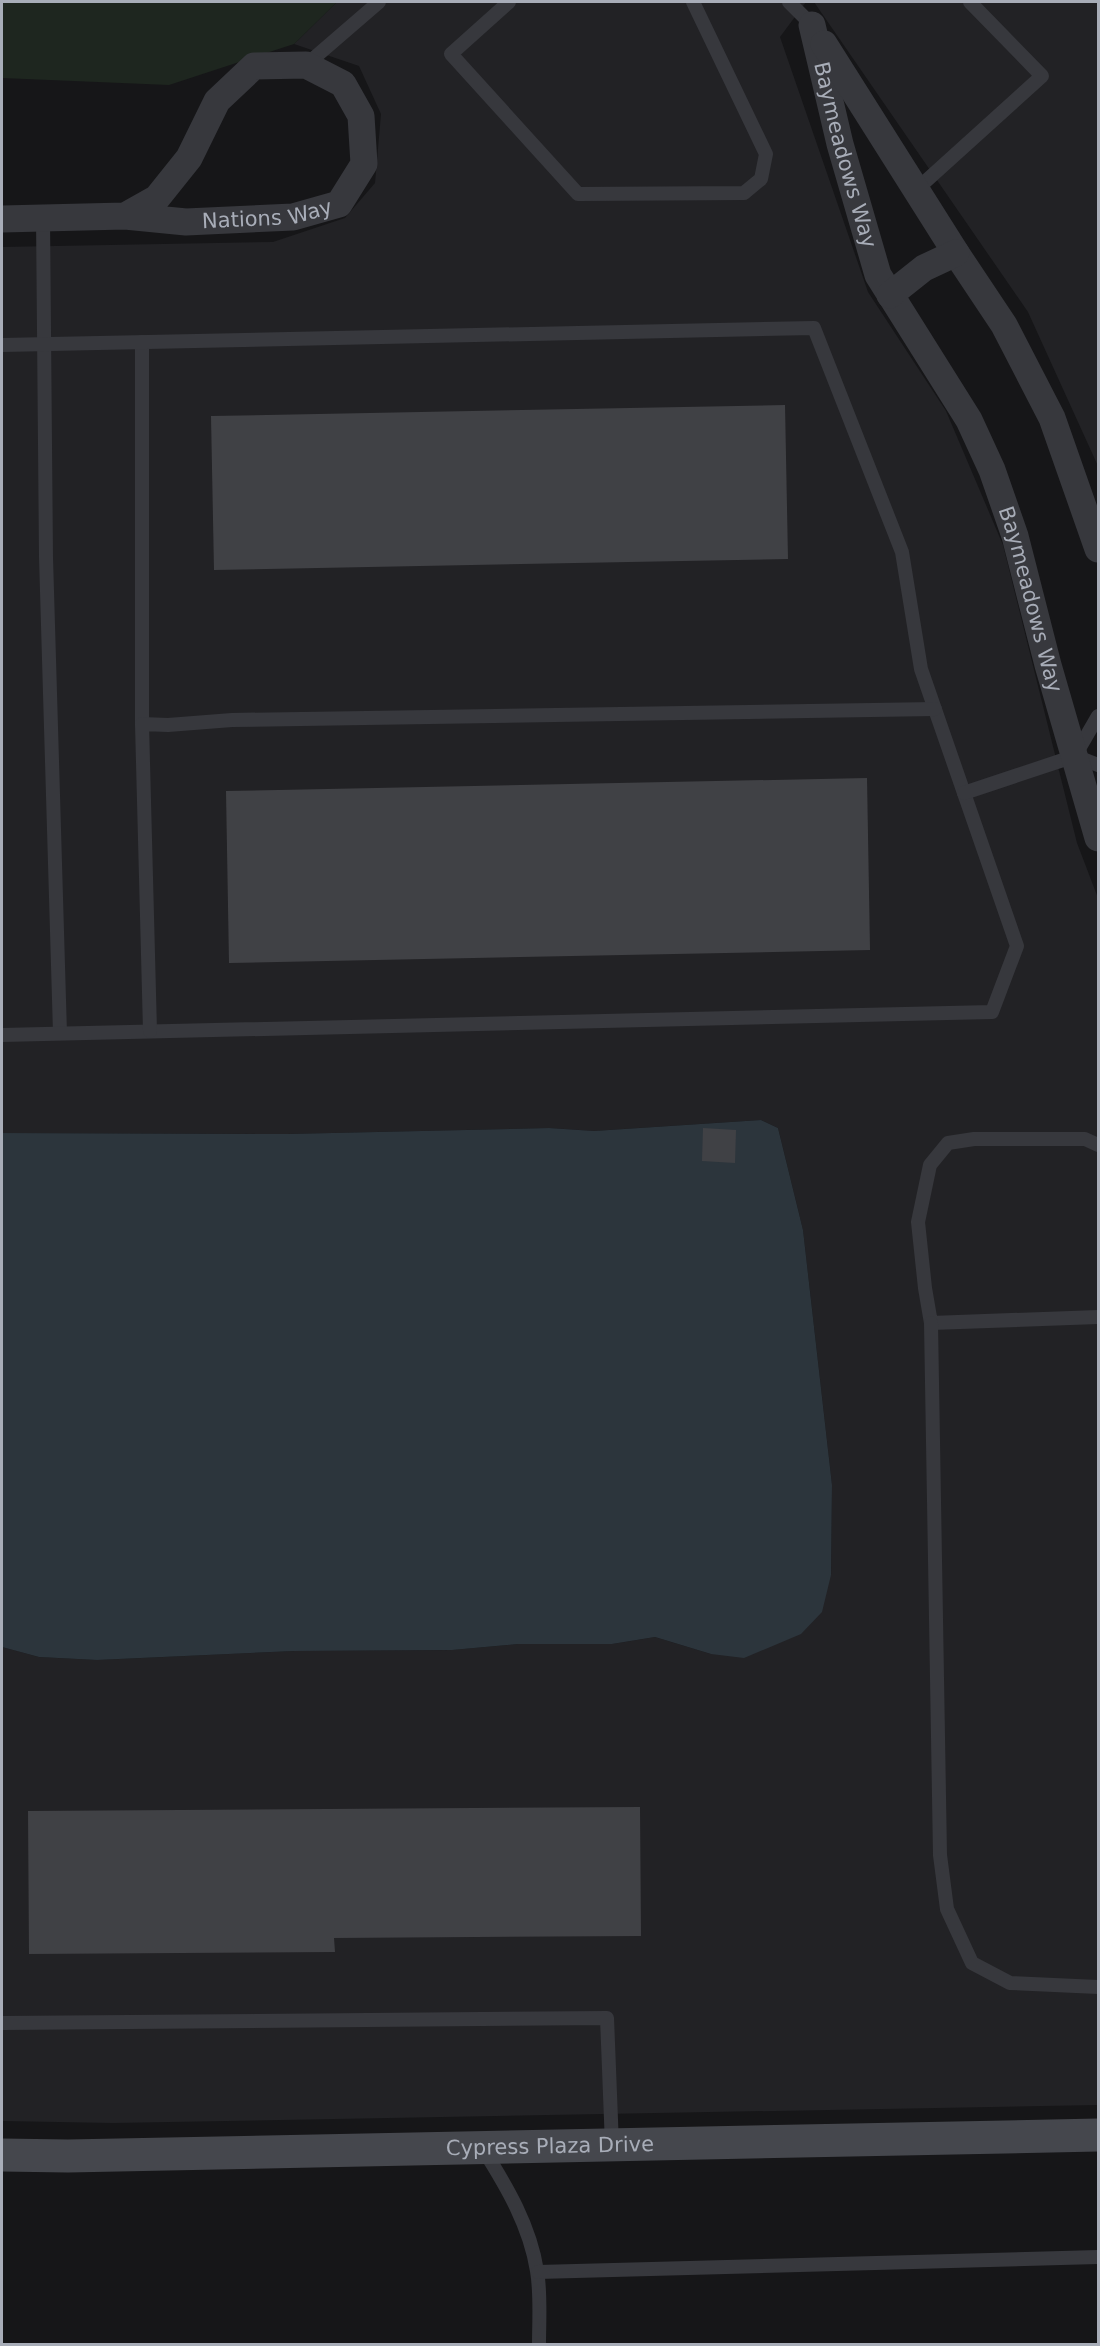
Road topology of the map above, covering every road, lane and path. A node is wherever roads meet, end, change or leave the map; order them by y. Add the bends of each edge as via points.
1 (379, 2) edge
2 (509, 2) edge
3 (693, 2) edge
4 (789, 2) edge
5 (969, 2) edge
6 (812, 25) junction
7 (306, 65) junction
8 (916, 190) junction
9 (125, 216) junction
10 (43, 218) junction
11 (2, 219) edge
12 (956, 253) junction
13 (891, 295) junction
14 (142, 342) junction
15 (43, 344) junction
16 (2, 345) edge
17 (1098, 549) edge
18 (935, 709) junction
19 (1098, 716) edge
20 (142, 724) junction
21 (1087, 760) edge
22 (964, 793) junction
23 (1098, 838) edge
24 (150, 1031) junction
25 (60, 1034) junction
26 (2, 1035) edge
27 (1098, 1145) edge
28 (1098, 1317) edge
29 (931, 1323) junction
30 (1098, 1986) edge
31 (2, 2023) edge
32 (1098, 2135) edge
33 (612, 2145) junction
34 (482, 2147) junction
35 (2, 2155) edge
36 (1098, 2257) edge
37 (538, 2272) junction
38 (539, 2344) edge

1 - 7 lane
2 - 3 lane via 451,54 578,194 744,193 761,179 766,154
4 - 6 lane
5 - 8 lane via 1042,76
6 - 8 street, Baymeadows Way
6 - 13 street, Baymeadows Way via 840,144 878,276
7 - 9 street, Nations Way via 254,66 217,101 189,158 157,198
7 - 9 street, Nations Way via 343,84 361,116 364,164 339,204 293,217 186,222
8 - 12 street, Baymeadows Way
9 - 10 street, Nations Way
10 - 11 street, Nations Way
10 - 15 lane
12 - 13 street via 924,268
12 - 17 street, Baymeadows Way via 1005,325 1052,418
13 - 21 street, Baymeadows Way via 969,420 992,470 1015,536 1048,665
14 - 15 lane
14 - 18 lane via 814,328 902,552 921,669
14 - 20 lane
15 - 16 lane
15 - 25 lane
18 - 20 lane
18 - 22 lane
19 - 21 lane
20 - 24 lane
21 - 22 lane
21 - 23 street, Baymeadows Way
22 - 24 lane via 1017,945 992,1012
24 - 25 lane
25 - 26 lane
27 - 29 lane via 1085,1139 974,1139 948,1143 930,1165 918,1222
28 - 29 lane
29 - 30 lane via 940,1855 947,1909 972,1963 1010,1983
31 - 33 lane via 607,2018
32 - 33 street, Cypress Plaza Drive
33 - 34 street, Cypress Plaza Drive
34 - 35 street, Cypress Plaza Drive
34 - 37 lane via 510,2191
36 - 37 lane
37 - 38 lane

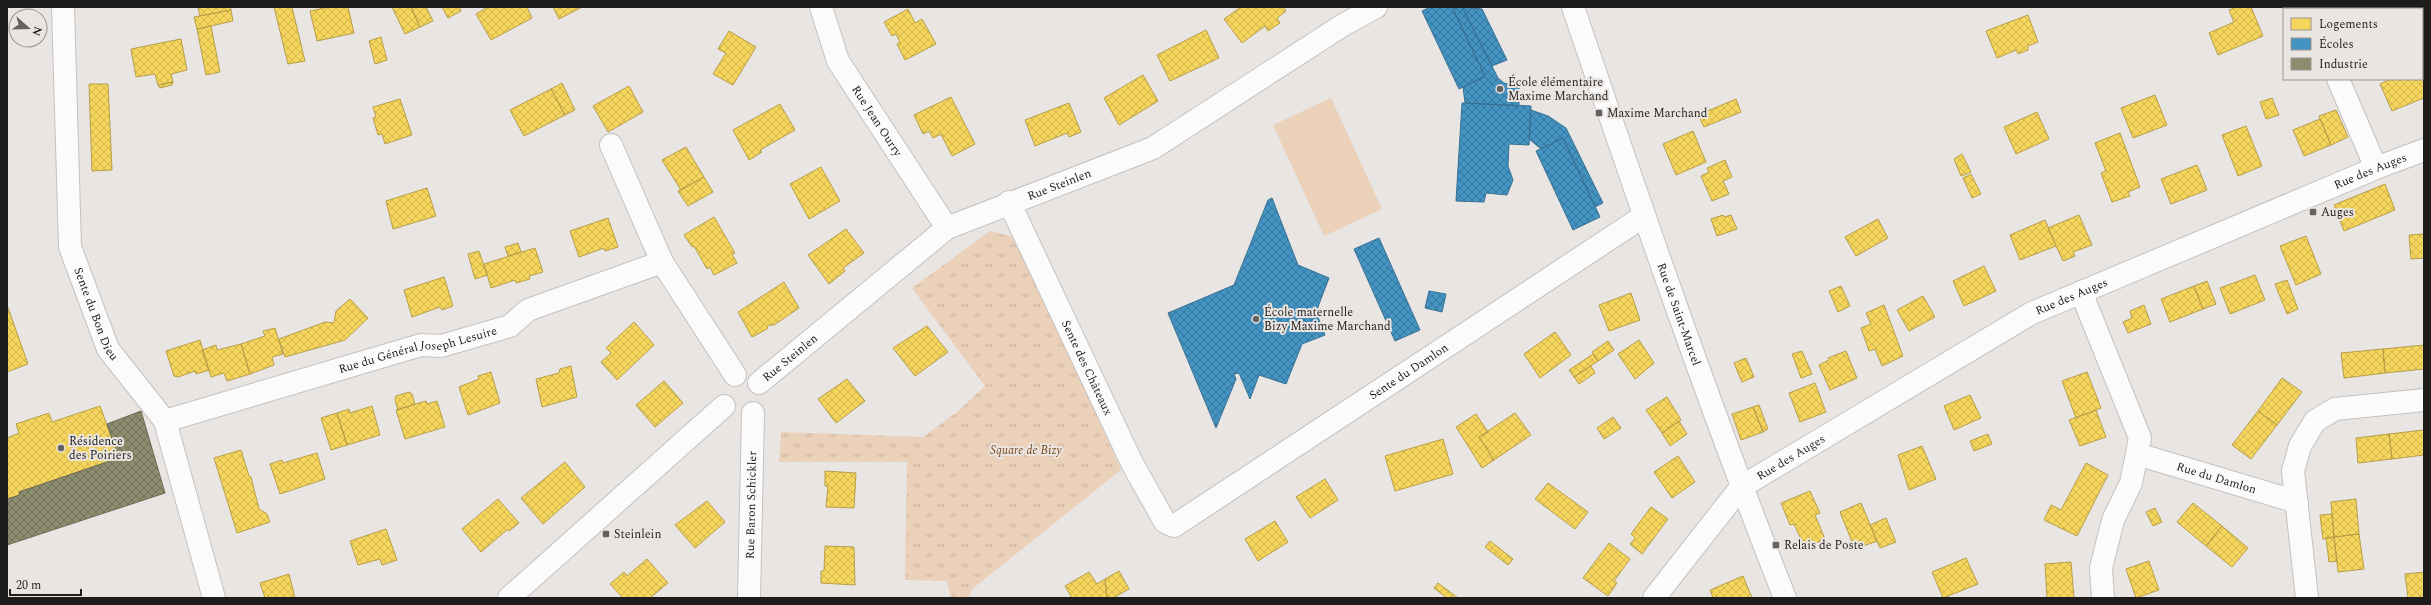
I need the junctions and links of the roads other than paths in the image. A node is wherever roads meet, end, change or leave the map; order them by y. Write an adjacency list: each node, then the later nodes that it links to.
1 (64, 7): 19 (street, Sente du Bon Dieu)
2 (821, 7): 11 (street, Rue Jean Ourry)
3 (1376, 7): 9 (street, Rue Steinlen)
4 (1573, 7): 10 (street, Rue de Saint-Marcel)
5 (2338, 80): 8 (street)
6 (611, 144): 12 (street)
7 (2424, 150): 8 (street, Rue des Auges)
8 (2376, 168): 13 (street, Rue des Auges)
9 (1009, 202): 11 (street, Rue Steinlen); 23 (street, Sente des Châteaux)
10 (1644, 216): 21 (street, Rue de Saint-Marcel); 23 (street, Sente du Damlon)
11 (947, 228): 15 (street, Rue Steinlen)
12 (662, 262): 14 (street); 19 (street, Rue du Général Joseph Lesuire)
13 (2081, 292): 20 (street); 21 (street, Rue des Auges)
14 (735, 375): 15 (street); 17 (street)
15 (759, 383): 18 (street)
16 (2424, 400): 22 (street)
17 (724, 406): 18 (street); 25 (street)
18 (753, 413): 26 (street, Rue Baron Schickler)
19 (165, 421): 24 (street, Sente du Bon Dieu)
20 (2137, 454): 22 (street, Rue du Damlon); 29 (street)
21 (1741, 487): 27 (street); 28 (street, Rue de Saint-Marcel)
22 (2297, 502): 30 (street)
23 (1174, 526)
24 (214, 598)
25 (508, 598)
26 (749, 598)
27 (1654, 598)
28 (1785, 598)
29 (2103, 598)
30 (2308, 598)

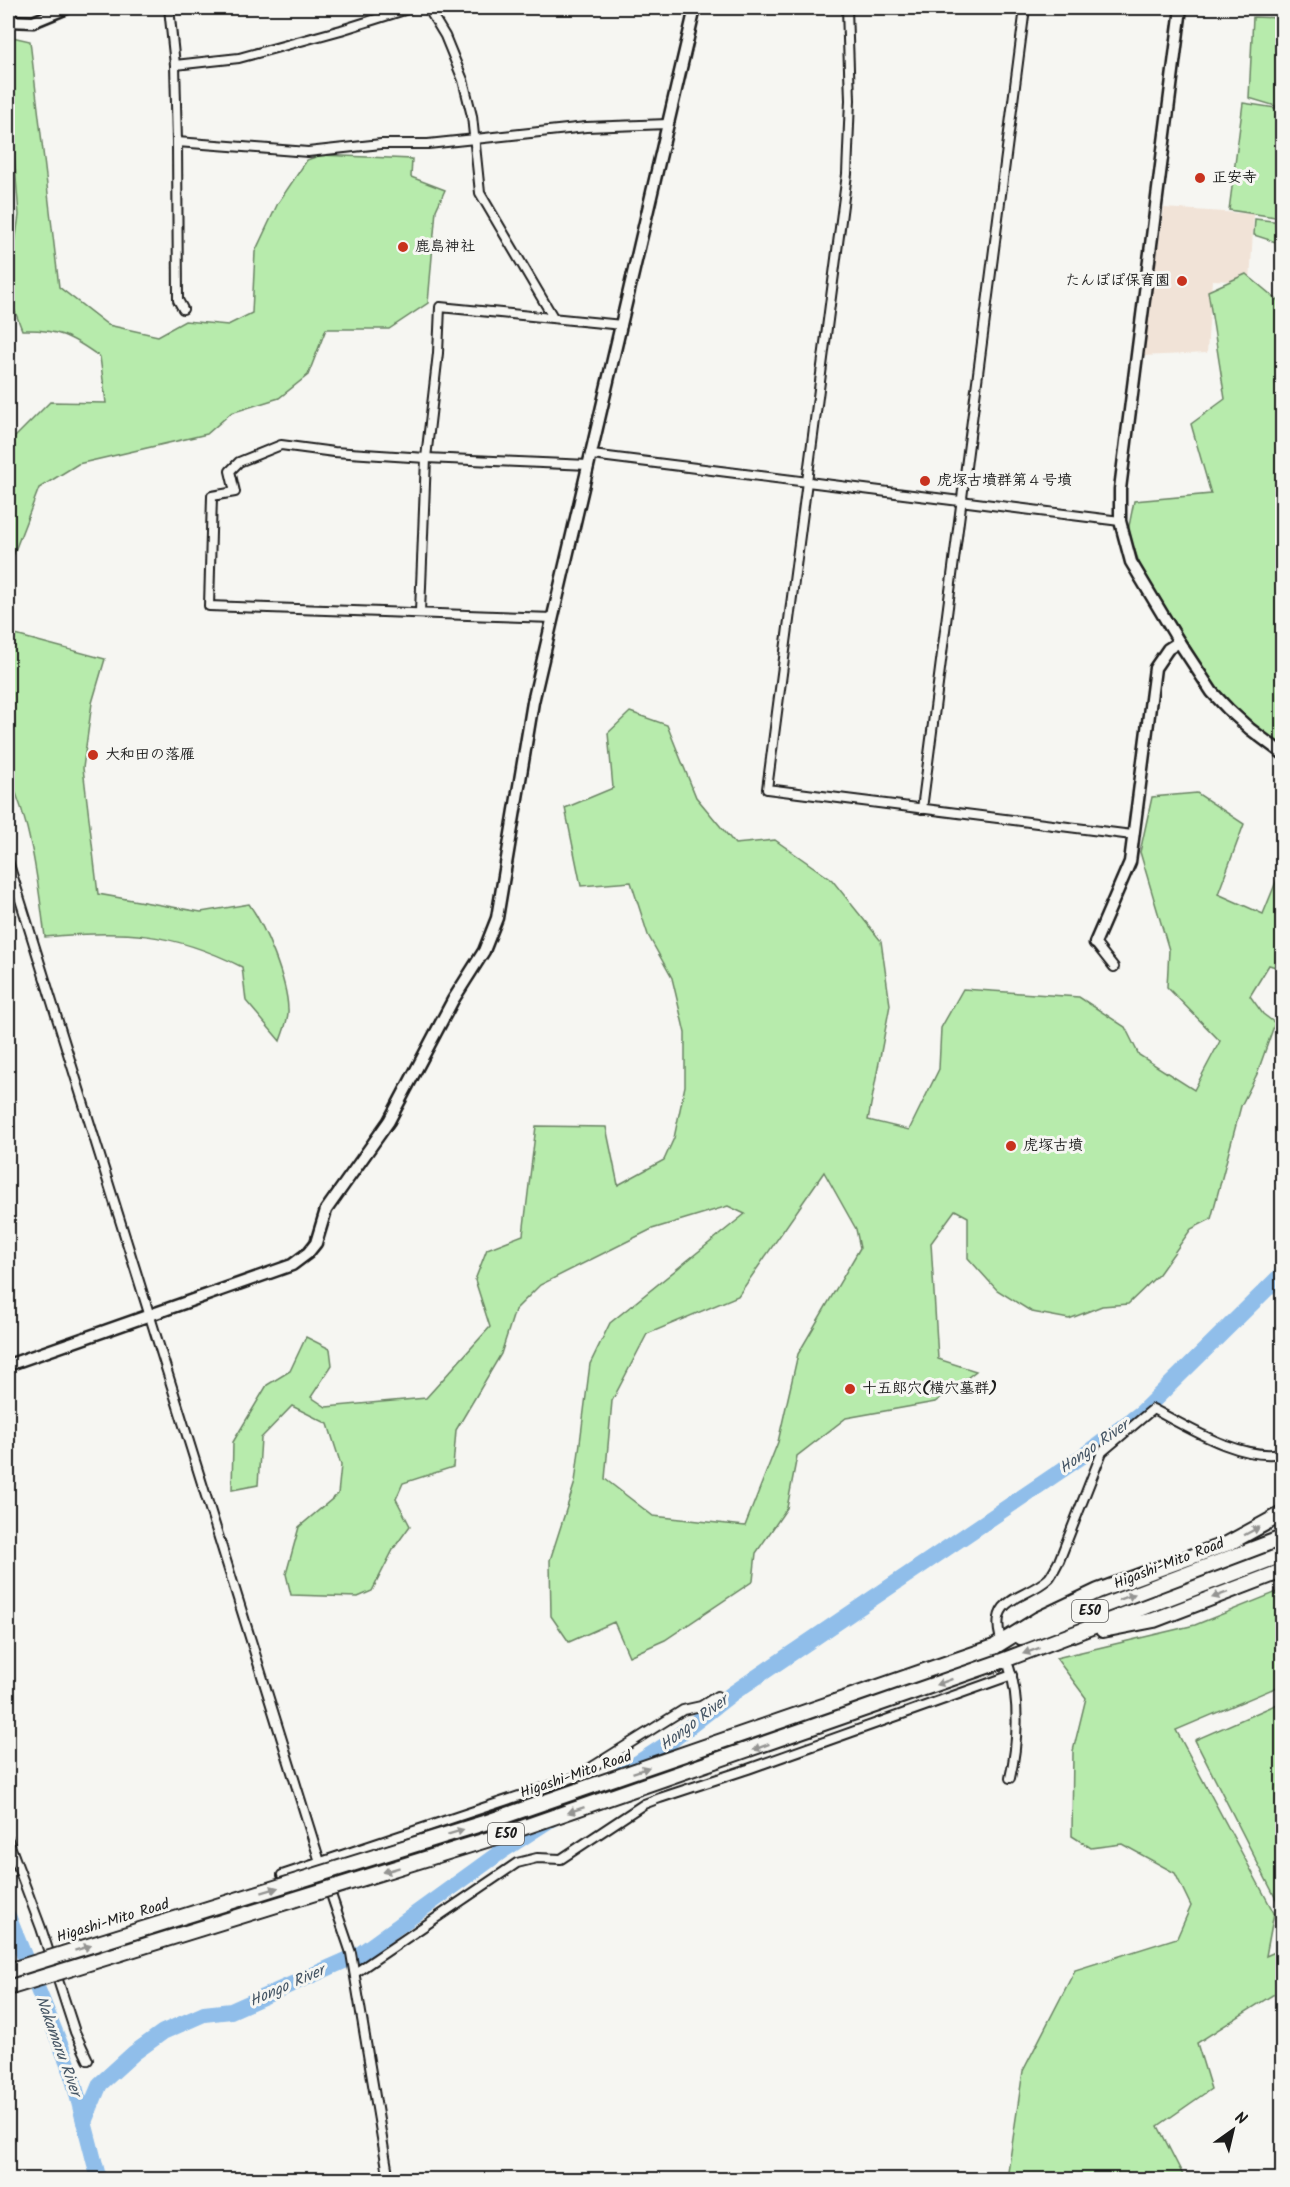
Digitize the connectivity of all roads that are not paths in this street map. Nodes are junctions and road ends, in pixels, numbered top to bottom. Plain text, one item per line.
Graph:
§ §
• Action item
When you write out the material, reproduce each line exactly and omit any picture it holds.

• Solution for this exercise
Road topology of the map above, covering every road, lane and path. A node is wherever roads meet, end, change or leave the map; order them by y. Add the bends of each edge as via points.
1 (379, 2) edge
2 (509, 2) edge
3 (693, 2) edge
4 (789, 2) edge
5 (969, 2) edge
6 (812, 25) junction
7 (306, 65) junction
8 (916, 190) junction
9 (125, 216) junction
10 (43, 218) junction
11 (2, 219) edge
12 (956, 253) junction
13 (891, 295) junction
14 (142, 342) junction
15 (43, 344) junction
16 (2, 345) edge
17 (1098, 549) edge
18 (935, 709) junction
19 (1098, 716) edge
20 (142, 724) junction
21 (1087, 760) edge
22 (964, 793) junction
23 (1098, 838) edge
24 (150, 1031) junction
25 (60, 1034) junction
26 (2, 1035) edge
27 (1098, 1145) edge
28 (1098, 1317) edge
29 (931, 1323) junction
30 (1098, 1986) edge
31 (2, 2023) edge
32 (1098, 2135) edge
33 (612, 2145) junction
34 (482, 2147) junction
35 (2, 2155) edge
36 (1098, 2257) edge
37 (538, 2272) junction
38 (539, 2344) edge

1 - 7 lane
2 - 3 lane via 451,54 578,194 744,193 761,179 766,154
4 - 6 lane
5 - 8 lane via 1042,76
6 - 8 street, Baymeadows Way
6 - 13 street, Baymeadows Way via 840,144 878,276
7 - 9 street, Nations Way via 254,66 217,101 189,158 157,198
7 - 9 street, Nations Way via 343,84 361,116 364,164 339,204 293,217 186,222
8 - 12 street, Baymeadows Way
9 - 10 street, Nations Way
10 - 11 street, Nations Way
10 - 15 lane
12 - 13 street via 924,268
12 - 17 street, Baymeadows Way via 1005,325 1052,418
13 - 21 street, Baymeadows Way via 969,420 992,470 1015,536 1048,665
14 - 15 lane
14 - 18 lane via 814,328 902,552 921,669
14 - 20 lane
15 - 16 lane
15 - 25 lane
18 - 20 lane
18 - 22 lane
19 - 21 lane
20 - 24 lane
21 - 22 lane
21 - 23 street, Baymeadows Way
22 - 24 lane via 1017,945 992,1012
24 - 25 lane
25 - 26 lane
27 - 29 lane via 1085,1139 974,1139 948,1143 930,1165 918,1222
28 - 29 lane
29 - 30 lane via 940,1855 947,1909 972,1963 1010,1983
31 - 33 lane via 607,2018
32 - 33 street, Cypress Plaza Drive
33 - 34 street, Cypress Plaza Drive
34 - 35 street, Cypress Plaza Drive
34 - 37 lane via 510,2191
36 - 37 lane
37 - 38 lane

I need the junctions and links of the roads other than paths in the image. A node is wherever roads meet, end, change or leave the map; order them by y. Write an adjacency list: each node, then the later nodes that it links to.
1 (64, 7): 19 (street, Sente du Bon Dieu)
2 (821, 7): 11 (street, Rue Jean Ourry)
3 (1376, 7): 9 (street, Rue Steinlen)
4 (1573, 7): 10 (street, Rue de Saint-Marcel)
5 (2338, 80): 8 (street)
6 (611, 144): 12 (street)
7 (2424, 150): 8 (street, Rue des Auges)
8 (2376, 168): 13 (street, Rue des Auges)
9 (1009, 202): 11 (street, Rue Steinlen); 23 (street, Sente des Châteaux)
10 (1644, 216): 21 (street, Rue de Saint-Marcel); 23 (street, Sente du Damlon)
11 (947, 228): 15 (street, Rue Steinlen)
12 (662, 262): 14 (street); 19 (street, Rue du Général Joseph Lesuire)
13 (2081, 292): 20 (street); 21 (street, Rue des Auges)
14 (735, 375): 15 (street); 17 (street)
15 (759, 383): 18 (street)
16 (2424, 400): 22 (street)
17 (724, 406): 18 (street); 25 (street)
18 (753, 413): 26 (street, Rue Baron Schickler)
19 (165, 421): 24 (street, Sente du Bon Dieu)
20 (2137, 454): 22 (street, Rue du Damlon); 29 (street)
21 (1741, 487): 27 (street); 28 (street, Rue de Saint-Marcel)
22 (2297, 502): 30 (street)
23 (1174, 526)
24 (214, 598)
25 (508, 598)
26 (749, 598)
27 (1654, 598)
28 (1785, 598)
29 (2103, 598)
30 (2308, 598)

Digitize the connectivity of all roads that are not paths in this street map. Nodes are junctions and road ends, in pixels, numbered top to bottom. Plain text, one item per line.
Graph:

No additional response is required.